A three-judge panel of the 3rd U.S. Circuit Court of Appeals issued its decision without comment Friday, three days after lawyers for former state Deputy Attorney General Richard Guida filed the appeal.
Guida had argued that prosecutors improperly vacated his original plea agreement.
In 1990, Guida pleaded guilty to one count of cocaine possession and agreed to cooperate with a federal investigation into cocaine use by Henry Barr, an aide to Dick Thornburgh while he was U.S. attorney general.
But later that year the agreement was dissolved at the request of federal prosecutors who accused Guida of withholding information.
Guida later pleaded guilty to the more serious charge of cocaine distribution, conditional on the outcome of the appeal rejected Friday. He was sentenced in May to an 11-month prison term.

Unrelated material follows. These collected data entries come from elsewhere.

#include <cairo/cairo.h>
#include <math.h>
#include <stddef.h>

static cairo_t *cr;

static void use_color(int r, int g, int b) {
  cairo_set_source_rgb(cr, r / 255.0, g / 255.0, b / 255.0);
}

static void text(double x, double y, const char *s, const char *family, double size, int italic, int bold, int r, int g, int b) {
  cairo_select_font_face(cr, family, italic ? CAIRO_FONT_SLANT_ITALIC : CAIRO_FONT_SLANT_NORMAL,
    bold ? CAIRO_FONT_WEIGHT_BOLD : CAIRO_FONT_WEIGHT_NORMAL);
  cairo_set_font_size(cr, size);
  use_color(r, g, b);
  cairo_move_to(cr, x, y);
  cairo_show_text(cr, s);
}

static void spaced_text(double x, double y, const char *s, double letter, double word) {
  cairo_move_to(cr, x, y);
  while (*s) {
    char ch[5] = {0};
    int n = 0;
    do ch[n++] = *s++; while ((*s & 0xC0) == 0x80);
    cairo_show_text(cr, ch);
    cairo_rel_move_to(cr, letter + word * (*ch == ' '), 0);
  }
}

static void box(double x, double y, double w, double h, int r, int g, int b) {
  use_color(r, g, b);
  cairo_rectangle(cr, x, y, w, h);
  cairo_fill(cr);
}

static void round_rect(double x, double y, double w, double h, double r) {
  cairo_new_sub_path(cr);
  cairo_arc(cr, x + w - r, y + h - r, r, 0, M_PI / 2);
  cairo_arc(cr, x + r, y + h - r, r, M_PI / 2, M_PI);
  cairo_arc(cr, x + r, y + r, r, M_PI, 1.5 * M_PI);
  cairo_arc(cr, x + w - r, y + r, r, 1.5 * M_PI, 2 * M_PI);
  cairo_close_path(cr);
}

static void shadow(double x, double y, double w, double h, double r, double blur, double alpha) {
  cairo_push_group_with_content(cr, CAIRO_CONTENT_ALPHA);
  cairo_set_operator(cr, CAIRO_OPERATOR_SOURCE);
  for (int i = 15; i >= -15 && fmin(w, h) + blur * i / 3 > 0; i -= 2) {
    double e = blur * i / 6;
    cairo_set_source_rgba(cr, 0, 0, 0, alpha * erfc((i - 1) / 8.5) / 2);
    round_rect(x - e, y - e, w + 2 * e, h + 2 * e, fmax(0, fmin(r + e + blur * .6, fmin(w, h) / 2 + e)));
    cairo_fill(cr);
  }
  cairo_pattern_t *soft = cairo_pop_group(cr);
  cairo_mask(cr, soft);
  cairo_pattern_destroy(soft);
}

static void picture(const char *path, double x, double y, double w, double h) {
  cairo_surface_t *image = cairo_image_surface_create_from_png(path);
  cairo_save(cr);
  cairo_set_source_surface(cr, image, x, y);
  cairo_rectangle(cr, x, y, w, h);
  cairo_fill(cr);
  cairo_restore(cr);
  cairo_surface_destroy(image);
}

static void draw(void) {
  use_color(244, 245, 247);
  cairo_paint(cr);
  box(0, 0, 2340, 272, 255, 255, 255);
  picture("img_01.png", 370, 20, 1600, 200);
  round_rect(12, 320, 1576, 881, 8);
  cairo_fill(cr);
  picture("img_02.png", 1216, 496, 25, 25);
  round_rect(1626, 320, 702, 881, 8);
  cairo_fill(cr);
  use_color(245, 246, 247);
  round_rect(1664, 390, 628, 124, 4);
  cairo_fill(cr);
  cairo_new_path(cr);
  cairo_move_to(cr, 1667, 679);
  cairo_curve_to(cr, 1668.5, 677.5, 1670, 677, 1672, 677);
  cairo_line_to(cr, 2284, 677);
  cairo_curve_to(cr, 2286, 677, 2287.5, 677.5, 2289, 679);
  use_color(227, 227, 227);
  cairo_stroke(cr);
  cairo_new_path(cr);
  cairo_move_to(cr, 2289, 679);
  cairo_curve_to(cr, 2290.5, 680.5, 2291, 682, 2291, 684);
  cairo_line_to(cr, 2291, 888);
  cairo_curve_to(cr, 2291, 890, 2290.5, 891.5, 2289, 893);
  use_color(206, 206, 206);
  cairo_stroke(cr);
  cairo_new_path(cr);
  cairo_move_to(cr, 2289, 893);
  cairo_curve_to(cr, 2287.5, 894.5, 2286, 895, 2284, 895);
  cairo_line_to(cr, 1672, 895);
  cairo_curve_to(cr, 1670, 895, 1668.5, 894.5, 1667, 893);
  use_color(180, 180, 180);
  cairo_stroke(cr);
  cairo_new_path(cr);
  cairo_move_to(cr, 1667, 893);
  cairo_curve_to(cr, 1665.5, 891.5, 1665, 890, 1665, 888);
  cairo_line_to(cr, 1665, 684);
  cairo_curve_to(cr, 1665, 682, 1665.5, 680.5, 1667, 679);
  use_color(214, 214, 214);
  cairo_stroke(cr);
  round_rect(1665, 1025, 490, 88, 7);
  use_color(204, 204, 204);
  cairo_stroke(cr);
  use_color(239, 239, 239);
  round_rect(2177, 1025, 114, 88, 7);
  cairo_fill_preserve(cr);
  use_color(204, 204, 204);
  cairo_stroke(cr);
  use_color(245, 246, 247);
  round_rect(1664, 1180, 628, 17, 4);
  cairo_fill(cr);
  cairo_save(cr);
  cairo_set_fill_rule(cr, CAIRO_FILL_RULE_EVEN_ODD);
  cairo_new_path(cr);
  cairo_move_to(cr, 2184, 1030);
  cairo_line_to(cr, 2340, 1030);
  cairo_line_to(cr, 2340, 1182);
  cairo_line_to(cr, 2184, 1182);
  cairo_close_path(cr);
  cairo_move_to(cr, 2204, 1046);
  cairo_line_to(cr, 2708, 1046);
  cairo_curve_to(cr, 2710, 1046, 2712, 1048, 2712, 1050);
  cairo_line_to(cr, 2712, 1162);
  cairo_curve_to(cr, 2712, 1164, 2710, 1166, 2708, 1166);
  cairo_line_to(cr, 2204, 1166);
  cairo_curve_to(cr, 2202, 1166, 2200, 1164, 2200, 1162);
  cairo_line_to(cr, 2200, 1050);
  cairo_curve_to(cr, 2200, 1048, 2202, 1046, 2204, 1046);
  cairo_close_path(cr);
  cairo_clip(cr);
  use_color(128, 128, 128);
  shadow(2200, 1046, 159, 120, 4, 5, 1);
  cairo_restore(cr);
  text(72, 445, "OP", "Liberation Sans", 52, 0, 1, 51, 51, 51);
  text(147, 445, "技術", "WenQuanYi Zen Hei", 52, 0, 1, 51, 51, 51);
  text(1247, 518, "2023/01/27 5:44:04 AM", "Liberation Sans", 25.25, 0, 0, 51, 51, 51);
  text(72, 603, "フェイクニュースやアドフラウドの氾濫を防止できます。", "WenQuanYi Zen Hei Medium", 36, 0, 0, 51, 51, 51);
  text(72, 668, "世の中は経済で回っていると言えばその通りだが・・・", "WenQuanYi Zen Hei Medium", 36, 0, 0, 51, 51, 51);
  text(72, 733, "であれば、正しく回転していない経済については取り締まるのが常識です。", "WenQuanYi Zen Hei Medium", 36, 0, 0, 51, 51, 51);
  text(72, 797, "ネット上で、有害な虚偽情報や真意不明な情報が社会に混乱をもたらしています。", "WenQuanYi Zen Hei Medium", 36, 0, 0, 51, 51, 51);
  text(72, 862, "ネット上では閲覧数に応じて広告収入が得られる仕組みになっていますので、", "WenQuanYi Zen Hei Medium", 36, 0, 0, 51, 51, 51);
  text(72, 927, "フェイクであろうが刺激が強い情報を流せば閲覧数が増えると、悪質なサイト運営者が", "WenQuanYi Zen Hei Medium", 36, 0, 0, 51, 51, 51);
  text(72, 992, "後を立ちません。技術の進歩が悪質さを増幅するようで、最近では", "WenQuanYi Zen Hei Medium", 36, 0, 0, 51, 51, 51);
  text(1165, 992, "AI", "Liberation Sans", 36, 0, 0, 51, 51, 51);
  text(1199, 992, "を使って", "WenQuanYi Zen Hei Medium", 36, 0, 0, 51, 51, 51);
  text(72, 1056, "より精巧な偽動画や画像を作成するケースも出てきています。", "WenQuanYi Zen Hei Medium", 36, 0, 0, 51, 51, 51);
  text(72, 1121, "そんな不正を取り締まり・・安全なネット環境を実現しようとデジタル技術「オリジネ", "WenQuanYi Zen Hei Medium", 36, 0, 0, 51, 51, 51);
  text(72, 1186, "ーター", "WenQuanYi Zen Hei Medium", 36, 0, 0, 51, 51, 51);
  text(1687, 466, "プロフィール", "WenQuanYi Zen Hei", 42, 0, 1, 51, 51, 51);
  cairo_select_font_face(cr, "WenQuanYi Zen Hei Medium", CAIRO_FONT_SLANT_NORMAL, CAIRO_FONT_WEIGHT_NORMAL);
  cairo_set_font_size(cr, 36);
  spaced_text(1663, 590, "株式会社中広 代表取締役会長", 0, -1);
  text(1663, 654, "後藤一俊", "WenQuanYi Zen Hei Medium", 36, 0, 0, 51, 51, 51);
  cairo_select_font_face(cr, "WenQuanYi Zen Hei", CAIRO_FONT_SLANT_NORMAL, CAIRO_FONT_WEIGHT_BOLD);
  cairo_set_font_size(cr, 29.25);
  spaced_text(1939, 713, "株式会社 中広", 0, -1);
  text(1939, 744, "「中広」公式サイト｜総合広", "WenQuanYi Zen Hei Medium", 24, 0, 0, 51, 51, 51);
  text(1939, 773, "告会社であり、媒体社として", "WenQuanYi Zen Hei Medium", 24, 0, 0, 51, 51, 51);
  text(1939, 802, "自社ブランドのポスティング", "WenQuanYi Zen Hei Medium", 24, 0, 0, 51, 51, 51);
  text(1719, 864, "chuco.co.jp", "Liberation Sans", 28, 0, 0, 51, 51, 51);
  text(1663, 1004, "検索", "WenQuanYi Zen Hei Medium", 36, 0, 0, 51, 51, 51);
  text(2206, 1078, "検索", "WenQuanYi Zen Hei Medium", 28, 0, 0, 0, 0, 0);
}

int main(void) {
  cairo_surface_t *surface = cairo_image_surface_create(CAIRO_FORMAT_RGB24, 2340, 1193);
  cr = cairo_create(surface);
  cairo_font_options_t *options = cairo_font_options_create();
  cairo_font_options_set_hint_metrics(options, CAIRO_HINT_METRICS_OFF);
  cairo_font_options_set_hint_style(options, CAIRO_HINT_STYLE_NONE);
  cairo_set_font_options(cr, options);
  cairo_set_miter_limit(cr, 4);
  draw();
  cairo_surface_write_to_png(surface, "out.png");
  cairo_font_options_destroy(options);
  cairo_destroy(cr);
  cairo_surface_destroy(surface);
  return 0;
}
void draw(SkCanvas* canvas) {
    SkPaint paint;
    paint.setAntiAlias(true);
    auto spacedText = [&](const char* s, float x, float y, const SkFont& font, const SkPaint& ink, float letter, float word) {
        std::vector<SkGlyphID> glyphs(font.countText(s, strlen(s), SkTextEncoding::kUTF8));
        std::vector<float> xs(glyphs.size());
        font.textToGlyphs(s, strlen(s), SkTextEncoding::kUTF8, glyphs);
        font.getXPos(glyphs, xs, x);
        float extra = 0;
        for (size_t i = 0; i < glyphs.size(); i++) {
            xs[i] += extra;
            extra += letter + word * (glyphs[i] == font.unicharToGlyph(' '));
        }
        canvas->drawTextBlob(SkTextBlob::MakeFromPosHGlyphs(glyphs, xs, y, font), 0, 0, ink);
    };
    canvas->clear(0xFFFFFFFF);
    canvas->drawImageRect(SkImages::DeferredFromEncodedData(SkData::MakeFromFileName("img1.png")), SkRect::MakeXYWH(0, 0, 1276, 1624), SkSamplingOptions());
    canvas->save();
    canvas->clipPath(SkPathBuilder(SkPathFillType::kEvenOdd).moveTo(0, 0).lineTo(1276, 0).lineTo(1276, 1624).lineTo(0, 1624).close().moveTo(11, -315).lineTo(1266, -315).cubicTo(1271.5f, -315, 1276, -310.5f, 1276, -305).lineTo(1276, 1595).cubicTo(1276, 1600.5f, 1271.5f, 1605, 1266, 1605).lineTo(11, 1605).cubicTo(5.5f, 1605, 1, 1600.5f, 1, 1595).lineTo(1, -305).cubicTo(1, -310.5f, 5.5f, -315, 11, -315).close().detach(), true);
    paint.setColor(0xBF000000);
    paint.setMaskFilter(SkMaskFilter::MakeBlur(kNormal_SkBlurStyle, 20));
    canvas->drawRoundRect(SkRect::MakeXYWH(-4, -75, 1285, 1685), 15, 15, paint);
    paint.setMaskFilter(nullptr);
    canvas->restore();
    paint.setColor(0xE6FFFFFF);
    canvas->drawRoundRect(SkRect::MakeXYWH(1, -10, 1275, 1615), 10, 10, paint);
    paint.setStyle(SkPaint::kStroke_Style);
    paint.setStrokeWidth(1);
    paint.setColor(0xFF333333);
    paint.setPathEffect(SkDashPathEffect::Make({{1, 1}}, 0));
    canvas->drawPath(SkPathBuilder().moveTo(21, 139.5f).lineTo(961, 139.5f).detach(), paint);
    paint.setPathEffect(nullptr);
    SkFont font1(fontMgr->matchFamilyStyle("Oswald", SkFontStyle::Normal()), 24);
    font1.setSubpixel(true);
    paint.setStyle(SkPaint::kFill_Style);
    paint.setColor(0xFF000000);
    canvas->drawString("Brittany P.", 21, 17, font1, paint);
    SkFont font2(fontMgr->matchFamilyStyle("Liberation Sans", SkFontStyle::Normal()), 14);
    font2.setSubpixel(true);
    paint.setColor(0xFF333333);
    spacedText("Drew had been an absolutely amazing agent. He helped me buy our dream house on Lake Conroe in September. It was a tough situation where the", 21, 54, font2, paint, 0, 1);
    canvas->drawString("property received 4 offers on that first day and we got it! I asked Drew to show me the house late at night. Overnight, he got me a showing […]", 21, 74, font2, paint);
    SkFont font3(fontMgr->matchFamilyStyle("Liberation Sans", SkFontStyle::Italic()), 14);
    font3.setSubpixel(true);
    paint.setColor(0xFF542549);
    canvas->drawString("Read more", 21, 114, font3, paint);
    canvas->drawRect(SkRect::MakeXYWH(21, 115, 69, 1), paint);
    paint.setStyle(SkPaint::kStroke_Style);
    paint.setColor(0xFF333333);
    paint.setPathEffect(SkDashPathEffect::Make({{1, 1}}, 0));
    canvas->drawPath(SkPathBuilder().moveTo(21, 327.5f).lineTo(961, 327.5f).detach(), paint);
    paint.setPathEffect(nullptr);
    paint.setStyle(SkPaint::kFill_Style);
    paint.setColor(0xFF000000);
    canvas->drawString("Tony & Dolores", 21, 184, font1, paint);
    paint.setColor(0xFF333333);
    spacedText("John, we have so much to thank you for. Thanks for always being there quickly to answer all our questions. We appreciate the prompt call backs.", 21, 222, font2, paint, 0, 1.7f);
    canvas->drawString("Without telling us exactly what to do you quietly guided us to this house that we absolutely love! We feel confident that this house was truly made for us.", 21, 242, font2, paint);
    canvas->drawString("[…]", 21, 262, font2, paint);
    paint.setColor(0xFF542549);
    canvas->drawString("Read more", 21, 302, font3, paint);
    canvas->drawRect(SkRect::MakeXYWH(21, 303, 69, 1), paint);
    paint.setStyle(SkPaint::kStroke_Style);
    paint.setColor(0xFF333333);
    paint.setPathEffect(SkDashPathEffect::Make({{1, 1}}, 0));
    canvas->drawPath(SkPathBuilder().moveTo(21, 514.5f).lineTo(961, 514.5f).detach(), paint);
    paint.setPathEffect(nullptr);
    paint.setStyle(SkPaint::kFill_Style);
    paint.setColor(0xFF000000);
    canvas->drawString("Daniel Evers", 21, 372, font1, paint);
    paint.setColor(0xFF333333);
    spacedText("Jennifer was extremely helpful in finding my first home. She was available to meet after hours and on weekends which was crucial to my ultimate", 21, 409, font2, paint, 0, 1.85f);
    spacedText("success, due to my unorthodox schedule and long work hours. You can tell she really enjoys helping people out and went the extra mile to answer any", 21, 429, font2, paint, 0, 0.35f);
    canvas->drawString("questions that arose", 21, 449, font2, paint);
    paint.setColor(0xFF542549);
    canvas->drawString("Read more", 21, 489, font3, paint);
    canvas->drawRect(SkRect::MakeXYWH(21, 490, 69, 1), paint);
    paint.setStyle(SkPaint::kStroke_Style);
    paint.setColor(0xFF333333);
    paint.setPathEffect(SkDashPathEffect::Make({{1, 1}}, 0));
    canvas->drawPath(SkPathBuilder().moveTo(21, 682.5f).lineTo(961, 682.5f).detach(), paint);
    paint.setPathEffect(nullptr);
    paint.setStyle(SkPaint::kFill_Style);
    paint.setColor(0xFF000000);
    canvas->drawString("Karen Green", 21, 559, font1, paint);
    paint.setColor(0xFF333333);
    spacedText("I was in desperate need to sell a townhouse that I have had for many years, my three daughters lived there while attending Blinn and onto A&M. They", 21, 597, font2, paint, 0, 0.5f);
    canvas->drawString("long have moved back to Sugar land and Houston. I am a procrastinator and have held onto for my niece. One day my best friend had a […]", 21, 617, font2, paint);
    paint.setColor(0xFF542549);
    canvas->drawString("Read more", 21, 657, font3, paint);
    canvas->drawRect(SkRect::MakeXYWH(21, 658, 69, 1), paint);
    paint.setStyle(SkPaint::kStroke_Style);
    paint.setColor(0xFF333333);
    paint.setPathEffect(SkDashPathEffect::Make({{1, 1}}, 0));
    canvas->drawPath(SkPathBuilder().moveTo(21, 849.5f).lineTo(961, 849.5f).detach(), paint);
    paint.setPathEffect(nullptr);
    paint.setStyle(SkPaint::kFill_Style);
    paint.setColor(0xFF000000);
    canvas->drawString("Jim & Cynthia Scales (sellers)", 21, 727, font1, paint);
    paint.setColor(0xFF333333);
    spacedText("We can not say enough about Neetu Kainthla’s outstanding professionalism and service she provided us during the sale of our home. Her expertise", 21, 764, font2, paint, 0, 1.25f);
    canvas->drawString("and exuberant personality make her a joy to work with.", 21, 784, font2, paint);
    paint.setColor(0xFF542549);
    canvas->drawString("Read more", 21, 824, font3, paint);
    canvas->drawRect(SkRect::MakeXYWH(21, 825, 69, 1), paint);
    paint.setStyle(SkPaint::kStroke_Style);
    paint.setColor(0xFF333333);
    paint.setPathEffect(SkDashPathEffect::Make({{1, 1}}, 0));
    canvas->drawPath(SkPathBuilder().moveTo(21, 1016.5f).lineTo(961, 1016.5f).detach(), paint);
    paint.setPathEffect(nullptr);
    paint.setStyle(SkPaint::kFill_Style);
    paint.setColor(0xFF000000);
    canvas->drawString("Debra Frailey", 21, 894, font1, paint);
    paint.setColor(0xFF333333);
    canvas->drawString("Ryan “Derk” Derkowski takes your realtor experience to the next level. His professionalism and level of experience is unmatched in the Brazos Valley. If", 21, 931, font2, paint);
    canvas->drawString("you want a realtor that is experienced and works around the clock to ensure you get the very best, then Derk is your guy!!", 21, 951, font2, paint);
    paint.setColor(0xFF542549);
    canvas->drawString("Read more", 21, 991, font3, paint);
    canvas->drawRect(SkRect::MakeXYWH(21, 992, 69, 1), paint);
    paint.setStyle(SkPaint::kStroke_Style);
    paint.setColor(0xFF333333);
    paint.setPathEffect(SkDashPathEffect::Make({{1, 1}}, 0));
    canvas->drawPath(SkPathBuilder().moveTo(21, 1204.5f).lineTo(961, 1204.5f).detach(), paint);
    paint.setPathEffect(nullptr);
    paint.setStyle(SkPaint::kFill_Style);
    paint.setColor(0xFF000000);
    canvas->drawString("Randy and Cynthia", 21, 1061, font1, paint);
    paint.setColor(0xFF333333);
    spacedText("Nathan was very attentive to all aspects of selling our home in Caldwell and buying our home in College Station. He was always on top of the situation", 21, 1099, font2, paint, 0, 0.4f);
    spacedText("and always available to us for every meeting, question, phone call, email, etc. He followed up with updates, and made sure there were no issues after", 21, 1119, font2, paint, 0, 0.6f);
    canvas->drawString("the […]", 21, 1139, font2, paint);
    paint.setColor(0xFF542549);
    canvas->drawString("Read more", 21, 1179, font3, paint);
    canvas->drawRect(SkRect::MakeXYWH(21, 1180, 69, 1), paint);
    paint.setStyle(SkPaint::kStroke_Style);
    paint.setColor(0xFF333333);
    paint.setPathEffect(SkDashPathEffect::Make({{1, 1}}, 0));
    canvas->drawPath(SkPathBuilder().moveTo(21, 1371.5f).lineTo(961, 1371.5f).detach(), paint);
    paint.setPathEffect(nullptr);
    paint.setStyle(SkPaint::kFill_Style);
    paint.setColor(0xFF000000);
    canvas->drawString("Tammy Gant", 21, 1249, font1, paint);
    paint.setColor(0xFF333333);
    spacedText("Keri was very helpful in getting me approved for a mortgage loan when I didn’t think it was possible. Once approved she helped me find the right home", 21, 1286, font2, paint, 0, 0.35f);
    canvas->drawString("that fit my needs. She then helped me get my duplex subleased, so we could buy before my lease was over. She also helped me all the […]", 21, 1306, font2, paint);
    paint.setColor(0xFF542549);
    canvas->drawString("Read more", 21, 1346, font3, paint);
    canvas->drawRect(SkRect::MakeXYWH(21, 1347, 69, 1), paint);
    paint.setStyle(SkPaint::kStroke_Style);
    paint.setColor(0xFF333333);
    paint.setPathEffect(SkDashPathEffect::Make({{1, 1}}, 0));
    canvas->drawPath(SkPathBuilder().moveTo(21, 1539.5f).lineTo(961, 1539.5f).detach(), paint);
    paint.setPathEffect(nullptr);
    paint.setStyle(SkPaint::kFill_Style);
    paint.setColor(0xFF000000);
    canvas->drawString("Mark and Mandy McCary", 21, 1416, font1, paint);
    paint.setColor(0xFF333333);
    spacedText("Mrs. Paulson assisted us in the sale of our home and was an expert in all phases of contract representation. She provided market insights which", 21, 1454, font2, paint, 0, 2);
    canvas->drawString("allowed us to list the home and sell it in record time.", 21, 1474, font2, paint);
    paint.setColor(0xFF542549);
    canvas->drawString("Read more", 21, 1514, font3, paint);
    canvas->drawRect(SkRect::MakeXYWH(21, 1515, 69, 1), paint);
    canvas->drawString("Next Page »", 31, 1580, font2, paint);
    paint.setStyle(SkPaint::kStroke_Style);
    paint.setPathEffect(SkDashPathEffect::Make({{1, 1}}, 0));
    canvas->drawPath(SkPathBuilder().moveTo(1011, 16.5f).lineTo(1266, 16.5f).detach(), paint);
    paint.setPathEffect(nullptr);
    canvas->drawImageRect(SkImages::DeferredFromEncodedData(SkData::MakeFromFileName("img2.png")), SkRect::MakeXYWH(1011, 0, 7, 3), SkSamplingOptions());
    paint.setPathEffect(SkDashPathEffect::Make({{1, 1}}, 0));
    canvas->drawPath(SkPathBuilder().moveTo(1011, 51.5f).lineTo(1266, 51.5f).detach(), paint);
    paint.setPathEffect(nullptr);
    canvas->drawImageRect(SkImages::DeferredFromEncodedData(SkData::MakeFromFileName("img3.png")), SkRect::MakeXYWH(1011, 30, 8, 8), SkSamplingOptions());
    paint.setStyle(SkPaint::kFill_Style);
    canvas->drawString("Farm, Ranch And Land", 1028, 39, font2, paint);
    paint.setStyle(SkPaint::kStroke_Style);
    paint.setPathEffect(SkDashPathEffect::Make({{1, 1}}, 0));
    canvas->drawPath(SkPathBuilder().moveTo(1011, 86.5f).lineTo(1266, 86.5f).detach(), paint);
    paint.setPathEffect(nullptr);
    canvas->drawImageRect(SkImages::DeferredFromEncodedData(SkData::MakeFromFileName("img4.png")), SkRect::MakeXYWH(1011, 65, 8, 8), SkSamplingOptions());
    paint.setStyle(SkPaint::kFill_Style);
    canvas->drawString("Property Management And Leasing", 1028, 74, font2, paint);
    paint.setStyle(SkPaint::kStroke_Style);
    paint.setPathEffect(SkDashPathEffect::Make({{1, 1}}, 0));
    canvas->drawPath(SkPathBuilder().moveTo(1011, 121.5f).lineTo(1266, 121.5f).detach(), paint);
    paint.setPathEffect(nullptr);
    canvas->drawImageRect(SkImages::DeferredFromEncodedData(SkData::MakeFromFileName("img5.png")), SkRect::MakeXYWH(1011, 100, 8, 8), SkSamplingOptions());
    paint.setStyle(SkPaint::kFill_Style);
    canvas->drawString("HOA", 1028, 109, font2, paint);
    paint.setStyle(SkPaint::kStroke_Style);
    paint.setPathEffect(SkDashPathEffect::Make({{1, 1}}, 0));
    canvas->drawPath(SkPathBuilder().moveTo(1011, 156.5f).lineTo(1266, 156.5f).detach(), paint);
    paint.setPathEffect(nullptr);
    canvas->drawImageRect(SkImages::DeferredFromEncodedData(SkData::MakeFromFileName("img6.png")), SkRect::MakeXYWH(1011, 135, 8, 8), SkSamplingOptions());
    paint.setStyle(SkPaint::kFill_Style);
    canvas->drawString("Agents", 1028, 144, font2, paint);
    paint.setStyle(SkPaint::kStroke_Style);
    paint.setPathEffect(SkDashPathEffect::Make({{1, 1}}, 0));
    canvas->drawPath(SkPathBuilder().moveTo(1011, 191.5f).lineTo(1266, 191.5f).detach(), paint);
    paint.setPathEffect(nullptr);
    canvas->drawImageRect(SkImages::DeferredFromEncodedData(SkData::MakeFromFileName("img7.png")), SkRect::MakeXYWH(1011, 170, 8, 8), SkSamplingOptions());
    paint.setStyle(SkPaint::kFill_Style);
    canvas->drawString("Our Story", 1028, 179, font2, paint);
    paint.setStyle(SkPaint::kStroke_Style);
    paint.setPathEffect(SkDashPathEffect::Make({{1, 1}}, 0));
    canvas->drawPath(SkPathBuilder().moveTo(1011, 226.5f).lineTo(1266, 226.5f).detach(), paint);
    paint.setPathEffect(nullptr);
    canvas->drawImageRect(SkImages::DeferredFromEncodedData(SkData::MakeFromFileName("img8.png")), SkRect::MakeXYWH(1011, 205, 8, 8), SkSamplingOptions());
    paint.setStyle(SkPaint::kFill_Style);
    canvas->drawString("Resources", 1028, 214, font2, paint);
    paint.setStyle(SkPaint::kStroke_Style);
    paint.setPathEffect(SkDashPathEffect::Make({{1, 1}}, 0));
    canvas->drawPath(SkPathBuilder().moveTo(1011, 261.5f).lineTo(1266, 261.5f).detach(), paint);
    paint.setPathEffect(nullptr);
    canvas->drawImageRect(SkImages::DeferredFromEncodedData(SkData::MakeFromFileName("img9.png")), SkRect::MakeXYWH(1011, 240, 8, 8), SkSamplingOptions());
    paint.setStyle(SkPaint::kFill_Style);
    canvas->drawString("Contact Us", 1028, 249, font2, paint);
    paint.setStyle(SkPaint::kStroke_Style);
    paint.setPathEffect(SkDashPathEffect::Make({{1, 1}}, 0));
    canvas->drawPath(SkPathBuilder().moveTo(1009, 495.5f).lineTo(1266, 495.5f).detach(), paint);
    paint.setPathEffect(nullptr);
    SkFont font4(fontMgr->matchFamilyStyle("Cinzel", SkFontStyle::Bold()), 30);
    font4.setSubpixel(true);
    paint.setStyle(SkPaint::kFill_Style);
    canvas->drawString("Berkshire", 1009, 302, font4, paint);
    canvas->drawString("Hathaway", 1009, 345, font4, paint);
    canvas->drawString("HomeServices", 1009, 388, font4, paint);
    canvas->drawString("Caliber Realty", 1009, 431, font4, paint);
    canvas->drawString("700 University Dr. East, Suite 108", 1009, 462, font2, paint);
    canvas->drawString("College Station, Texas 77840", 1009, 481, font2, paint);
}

Assistant U.S. Attorney Gordon Zubrod said the rejection ''underscores the principle that we are trying to make.''
''If you are going to cooperate with the government, you would have to go all the way,'' Zubrod said. ''You can't go halfway and decide which information you would give to the government.''
Guida's attorneys, James Becker and Paul Killion, both refused comment, saying they had not heard about the decision.
Guida could appeal to the full appellate court or to the U.S. Supreme Court.
The charges grew out of a two-year investigation of cocaine use among white-collar professionals in the Harrisburg area.
Guida, who served under Attorney General LeRoy Zimmerman, testified against Barr and identified him as a fellow cocaine user from 1984 to 1988.
Barr, a special assistant to Thornburgh until May 1989, is believed to be the highest-ranking present or former federal official convicted of drug charges. Barr also was legal adviser during Thornburgh's years as Pennsylvania governor.
Barr was convicted in February of one count of cocaine possession, one count of conspiracy and two counts of lying to the government during a background check for the high-level job with the Bush administration.
He also filed an appeal Tuesday to set aside his 16-month jail sentence.